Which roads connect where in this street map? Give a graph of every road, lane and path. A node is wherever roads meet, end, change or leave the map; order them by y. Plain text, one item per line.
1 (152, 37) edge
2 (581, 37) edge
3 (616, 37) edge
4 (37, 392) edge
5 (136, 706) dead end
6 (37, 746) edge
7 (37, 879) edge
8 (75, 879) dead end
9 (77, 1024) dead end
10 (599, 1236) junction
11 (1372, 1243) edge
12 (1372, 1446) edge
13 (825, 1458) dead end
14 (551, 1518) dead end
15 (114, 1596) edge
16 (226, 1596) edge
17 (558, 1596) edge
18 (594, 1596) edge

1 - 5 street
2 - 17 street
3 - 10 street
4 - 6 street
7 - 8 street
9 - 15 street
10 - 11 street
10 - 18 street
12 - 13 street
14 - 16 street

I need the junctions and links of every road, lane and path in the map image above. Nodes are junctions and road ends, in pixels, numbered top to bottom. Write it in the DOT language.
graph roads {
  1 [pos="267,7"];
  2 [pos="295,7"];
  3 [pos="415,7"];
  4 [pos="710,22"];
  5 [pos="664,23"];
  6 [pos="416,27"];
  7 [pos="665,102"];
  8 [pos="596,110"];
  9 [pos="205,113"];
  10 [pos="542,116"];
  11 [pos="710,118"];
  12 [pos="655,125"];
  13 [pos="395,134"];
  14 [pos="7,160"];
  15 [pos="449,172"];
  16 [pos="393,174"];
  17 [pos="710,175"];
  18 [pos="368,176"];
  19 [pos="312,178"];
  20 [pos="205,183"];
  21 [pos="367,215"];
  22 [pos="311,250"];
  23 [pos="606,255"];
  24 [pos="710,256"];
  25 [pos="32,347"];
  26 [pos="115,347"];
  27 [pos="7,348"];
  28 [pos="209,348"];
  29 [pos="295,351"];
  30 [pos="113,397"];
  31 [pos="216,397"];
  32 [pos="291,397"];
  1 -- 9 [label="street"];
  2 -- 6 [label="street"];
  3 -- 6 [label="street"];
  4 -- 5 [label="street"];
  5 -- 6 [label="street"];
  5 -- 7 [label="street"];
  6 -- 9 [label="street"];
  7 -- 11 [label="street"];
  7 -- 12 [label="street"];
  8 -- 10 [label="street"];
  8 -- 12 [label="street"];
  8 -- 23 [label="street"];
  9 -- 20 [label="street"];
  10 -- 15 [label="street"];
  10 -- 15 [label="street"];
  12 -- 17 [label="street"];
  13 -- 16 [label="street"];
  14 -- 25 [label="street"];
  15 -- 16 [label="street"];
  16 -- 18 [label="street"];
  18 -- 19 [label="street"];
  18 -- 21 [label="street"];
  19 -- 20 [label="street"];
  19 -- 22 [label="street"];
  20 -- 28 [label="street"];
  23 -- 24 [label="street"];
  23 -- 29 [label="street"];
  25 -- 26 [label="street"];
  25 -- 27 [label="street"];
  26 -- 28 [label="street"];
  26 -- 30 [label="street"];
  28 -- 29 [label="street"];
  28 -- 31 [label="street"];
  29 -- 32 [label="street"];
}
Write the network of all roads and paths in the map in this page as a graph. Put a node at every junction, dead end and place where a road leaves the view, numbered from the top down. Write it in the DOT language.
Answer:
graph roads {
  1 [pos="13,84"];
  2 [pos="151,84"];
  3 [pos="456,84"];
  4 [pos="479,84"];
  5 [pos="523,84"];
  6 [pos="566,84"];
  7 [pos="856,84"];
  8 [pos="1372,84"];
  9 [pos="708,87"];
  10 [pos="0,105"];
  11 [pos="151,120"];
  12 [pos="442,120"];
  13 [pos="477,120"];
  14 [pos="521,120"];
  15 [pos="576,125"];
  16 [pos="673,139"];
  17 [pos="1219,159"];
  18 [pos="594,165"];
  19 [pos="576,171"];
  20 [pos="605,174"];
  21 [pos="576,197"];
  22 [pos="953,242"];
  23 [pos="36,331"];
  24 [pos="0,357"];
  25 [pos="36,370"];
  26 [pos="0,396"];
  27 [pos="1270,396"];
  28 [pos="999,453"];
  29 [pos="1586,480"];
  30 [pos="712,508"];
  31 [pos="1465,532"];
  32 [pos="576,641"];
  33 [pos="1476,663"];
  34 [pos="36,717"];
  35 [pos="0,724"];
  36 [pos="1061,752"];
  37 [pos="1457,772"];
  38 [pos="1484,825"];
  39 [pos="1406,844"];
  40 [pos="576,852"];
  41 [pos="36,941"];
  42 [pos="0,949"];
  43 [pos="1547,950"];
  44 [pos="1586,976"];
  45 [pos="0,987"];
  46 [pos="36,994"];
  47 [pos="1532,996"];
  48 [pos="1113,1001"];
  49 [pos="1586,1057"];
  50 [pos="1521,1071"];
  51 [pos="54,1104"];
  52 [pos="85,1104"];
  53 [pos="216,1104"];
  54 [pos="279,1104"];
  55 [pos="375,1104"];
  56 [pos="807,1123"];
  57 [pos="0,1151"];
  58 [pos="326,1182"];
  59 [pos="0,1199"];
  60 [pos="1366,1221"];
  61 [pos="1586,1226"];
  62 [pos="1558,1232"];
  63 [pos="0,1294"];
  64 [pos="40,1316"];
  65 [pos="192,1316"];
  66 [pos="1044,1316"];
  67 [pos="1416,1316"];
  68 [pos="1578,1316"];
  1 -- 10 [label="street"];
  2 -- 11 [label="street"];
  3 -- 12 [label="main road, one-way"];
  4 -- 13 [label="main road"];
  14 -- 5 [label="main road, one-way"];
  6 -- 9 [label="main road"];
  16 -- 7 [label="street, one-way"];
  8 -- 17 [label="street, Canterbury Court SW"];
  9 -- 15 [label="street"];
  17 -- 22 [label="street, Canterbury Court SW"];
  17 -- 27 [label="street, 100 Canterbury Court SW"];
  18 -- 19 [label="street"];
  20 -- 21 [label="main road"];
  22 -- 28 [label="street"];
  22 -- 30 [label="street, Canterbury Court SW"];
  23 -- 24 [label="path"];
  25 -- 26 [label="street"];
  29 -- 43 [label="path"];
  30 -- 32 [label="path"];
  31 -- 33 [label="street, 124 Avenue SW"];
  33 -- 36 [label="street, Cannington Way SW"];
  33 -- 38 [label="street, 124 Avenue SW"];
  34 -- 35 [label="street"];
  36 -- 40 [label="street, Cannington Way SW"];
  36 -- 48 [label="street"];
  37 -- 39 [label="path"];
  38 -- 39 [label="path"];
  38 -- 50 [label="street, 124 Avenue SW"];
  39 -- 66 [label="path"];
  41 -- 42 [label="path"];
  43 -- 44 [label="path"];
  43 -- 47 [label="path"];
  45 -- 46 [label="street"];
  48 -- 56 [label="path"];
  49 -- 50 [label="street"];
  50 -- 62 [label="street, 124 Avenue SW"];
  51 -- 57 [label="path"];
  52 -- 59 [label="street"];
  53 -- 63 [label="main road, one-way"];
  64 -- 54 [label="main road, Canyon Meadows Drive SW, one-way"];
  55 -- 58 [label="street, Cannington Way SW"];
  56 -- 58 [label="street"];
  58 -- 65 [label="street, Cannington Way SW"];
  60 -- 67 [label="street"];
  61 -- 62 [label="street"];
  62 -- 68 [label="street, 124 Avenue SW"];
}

####################

## Exercise requirements
The exercise is to copy out every line above that has the word "Canterbury" in it.

## Completed exercise
  8 -- 17 [label="street, Canterbury Court SW"];
  17 -- 22 [label="street, Canterbury Court SW"];
  17 -- 27 [label="street, 100 Canterbury Court SW"];
  22 -- 30 [label="street, Canterbury Court SW"];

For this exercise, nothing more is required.